WO2004078780A1 - Pharmaceutical composition containing l-seryl-l-leucine

Info

Publication number: WO2004078780A1
Application number: PCT/CN2004/000166
Authority: WO
Inventors: Waiming Wong; Gang Lin
Original assignee: Pepharm R&D Limited
Priority date: 2003-03-04
Filing date: 2004-03-03
Publication date: 2004-09-16

Abstract

A pharmaceutical composition comprising the dipeptide L-Seryl-L-Leucine and its use as a pharmaceutical compound for the modulation of the immune system and for the treatment of cancer.

Description

PHARMACEUTICAL COMPOSITION CONTAINING

L-SERYL-L-LEUCINE

FIELD OF IN EN ION

The present invention is related to the field of immunology and malignancy treatment on human. In particular, the present invention is directed to a peptide and its pharmaceutical compositions which are capable of modulating immune responses and cancer cell development.

BACKGROUND OF INVENTION

Peptides are known in the art for treatment of diseases and as pharmaceutical compositions. For example, US Patent No.6,191,113 discloses a peptide that has inhibitory activity for the growth of smooth muscle cells and is therefore useful for preventing and treating pathological conditions associated with growth of smooth muscle cells such as arteriosclerosis, restenosis after angioplasty, luminal stenosis after grafting blood vessel and smooth muscle sarcoma. US 6,184,208 discloses another peptide that is found to modulate physiological processes such as weight gain activity of the epithelial growth zone and hair growth. Furthermore, PCT publication No. WO 03/006492 and US Patent Application No. 10/237,405 suggested that certain peptides and their pharmaceutical compositions are biologically active and capable of modulating immune responses.

SUMMARY OF INVENTION

It is therefore an object of the present invention to conduct further studies on biological active peptides. In accordance with the object of the present invention, it has been found that the dipeptide L-Seryl-L-Leucine contains biological activity. Thus, one aspect of the present invention relates to a pharmaceutical composition comprising the dipeptide L-Seryl-L-Leucine.

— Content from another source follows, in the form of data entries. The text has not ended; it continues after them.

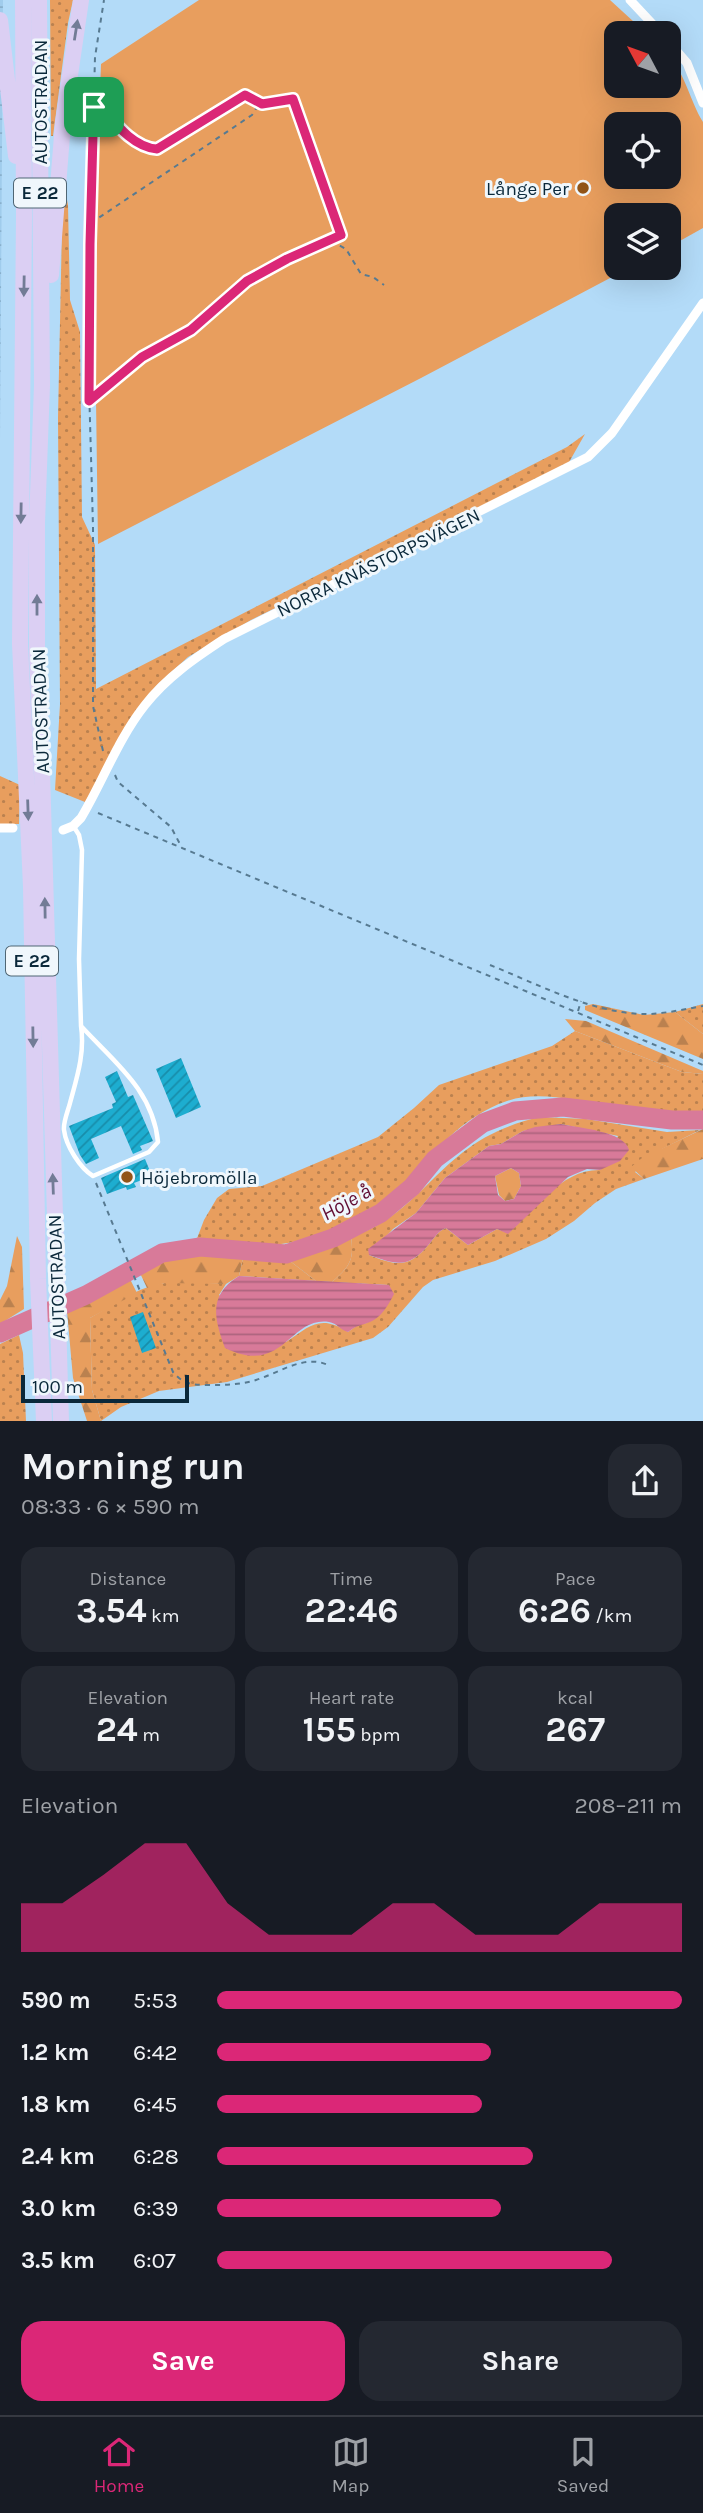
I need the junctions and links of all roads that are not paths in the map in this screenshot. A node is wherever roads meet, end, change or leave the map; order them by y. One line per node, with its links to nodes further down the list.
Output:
1 (23, 0): 9 (highway, AUTOSTRADAN / E 22)
2 (39, 0): 11 (highway, AUTOSTRADAN / E 22)
3 (81, 0): 11 (highway, one-way to 3)
4 (630, 0): 6 (street)
5 (0, 20): 9 (highway)
6 (650, 21)
7 (681, 56): 8 (street)
8 (703, 103)
9 (24, 217): 18 (highway, AUTOSTRADAN / E 22, one-way to 18)
10 (703, 303): 12 (street, NORRA KNÄSTORPSVÄGEN)
11 (42, 385): 17 (highway, AUTOSTRADAN / E 22, one-way to 11)
12 (73, 826): 15 (street, NORRA KNÄSTORPSVÄGEN); 16 (lane)
13 (0, 828): 14 (street)
14 (13, 828)
15 (64, 830)
16 (81, 1027): 16 (lane)
17 (62, 1417)
18 (44, 1421)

Another aspect of the present invention relates to a method of making a pharmaceutical composition comprising providing the dipeptide L-seryl-L-Leucine and mixing said dipeptide with a pharmaceutical acceptable carrier.

Another aspect of the present invention relates to a method of treatment of a human comprising administering a pharmaceutically effective dose of the dipeptide L-Seryl-L-Leucine to a human.

Another aspect of the present invention relates to the use of the dipeptide L-Seryl-L-Leucine as a pharmaceutical composition. Furthermore, the dipeptide may be used to modulate the immune system, and may also be used as a treatment for cancer.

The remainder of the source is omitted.